_Input material_:

==*==

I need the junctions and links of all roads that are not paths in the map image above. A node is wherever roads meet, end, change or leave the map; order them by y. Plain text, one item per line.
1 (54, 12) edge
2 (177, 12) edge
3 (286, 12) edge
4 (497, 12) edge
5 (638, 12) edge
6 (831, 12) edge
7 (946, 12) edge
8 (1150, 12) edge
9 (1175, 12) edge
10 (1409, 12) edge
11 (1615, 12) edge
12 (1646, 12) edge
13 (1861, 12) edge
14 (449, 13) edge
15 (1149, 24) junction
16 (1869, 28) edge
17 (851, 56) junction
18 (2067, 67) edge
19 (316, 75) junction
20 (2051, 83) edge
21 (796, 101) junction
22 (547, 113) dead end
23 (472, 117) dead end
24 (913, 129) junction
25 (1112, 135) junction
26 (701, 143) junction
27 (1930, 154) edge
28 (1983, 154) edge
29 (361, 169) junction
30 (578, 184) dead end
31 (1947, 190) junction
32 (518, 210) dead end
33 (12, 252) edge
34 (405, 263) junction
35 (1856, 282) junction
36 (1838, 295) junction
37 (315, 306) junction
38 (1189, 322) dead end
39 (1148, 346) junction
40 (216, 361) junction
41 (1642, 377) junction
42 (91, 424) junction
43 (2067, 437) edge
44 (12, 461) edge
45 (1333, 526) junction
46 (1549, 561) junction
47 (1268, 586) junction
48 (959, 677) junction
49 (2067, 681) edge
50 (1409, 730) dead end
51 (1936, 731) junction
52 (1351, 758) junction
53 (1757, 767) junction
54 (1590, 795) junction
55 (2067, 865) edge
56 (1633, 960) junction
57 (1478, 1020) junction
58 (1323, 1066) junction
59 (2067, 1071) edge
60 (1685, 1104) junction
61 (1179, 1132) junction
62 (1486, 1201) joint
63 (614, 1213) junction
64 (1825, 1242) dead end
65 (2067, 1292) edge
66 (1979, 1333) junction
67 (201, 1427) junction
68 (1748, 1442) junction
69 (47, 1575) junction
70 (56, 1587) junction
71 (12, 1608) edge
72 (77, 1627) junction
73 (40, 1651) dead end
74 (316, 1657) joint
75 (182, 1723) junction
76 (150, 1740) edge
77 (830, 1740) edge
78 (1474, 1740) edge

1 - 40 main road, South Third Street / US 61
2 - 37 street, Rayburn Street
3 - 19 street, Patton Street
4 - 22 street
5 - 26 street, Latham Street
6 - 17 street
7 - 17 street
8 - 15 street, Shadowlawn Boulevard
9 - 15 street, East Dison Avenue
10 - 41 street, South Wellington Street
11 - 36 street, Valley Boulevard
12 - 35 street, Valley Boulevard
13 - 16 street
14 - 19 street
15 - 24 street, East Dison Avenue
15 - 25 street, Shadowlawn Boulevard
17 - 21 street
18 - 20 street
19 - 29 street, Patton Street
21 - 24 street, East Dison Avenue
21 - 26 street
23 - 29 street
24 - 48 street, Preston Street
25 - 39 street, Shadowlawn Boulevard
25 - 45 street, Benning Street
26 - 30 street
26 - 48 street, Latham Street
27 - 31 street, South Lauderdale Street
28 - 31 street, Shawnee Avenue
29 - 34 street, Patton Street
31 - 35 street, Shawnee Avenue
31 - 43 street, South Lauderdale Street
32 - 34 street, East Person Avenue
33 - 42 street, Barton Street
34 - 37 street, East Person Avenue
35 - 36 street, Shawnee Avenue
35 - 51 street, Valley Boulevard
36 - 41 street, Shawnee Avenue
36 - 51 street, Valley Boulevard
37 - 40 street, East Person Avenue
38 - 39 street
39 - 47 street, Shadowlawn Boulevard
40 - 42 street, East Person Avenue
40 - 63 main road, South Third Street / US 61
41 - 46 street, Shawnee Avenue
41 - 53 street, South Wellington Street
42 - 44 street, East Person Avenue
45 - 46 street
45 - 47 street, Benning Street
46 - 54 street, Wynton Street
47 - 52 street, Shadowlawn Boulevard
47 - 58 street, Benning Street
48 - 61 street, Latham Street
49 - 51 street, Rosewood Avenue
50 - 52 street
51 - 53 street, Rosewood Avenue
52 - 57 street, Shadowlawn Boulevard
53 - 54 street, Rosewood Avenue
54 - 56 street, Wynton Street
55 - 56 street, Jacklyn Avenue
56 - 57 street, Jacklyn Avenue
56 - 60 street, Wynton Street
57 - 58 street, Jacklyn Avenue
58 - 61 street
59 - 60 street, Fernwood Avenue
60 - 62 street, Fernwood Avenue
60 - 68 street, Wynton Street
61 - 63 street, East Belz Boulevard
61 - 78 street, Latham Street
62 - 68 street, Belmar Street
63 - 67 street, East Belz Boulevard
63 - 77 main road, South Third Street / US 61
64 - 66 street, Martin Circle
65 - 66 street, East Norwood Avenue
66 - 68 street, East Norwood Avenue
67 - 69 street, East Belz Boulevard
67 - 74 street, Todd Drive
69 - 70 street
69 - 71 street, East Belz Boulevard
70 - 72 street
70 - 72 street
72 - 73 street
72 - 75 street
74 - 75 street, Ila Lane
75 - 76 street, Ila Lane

==*==

_Problem to work on_: Return every line of the material in which the word "Patton" is found.

_Written response_:
3 - 19 street, Patton Street
19 - 29 street, Patton Street
29 - 34 street, Patton Street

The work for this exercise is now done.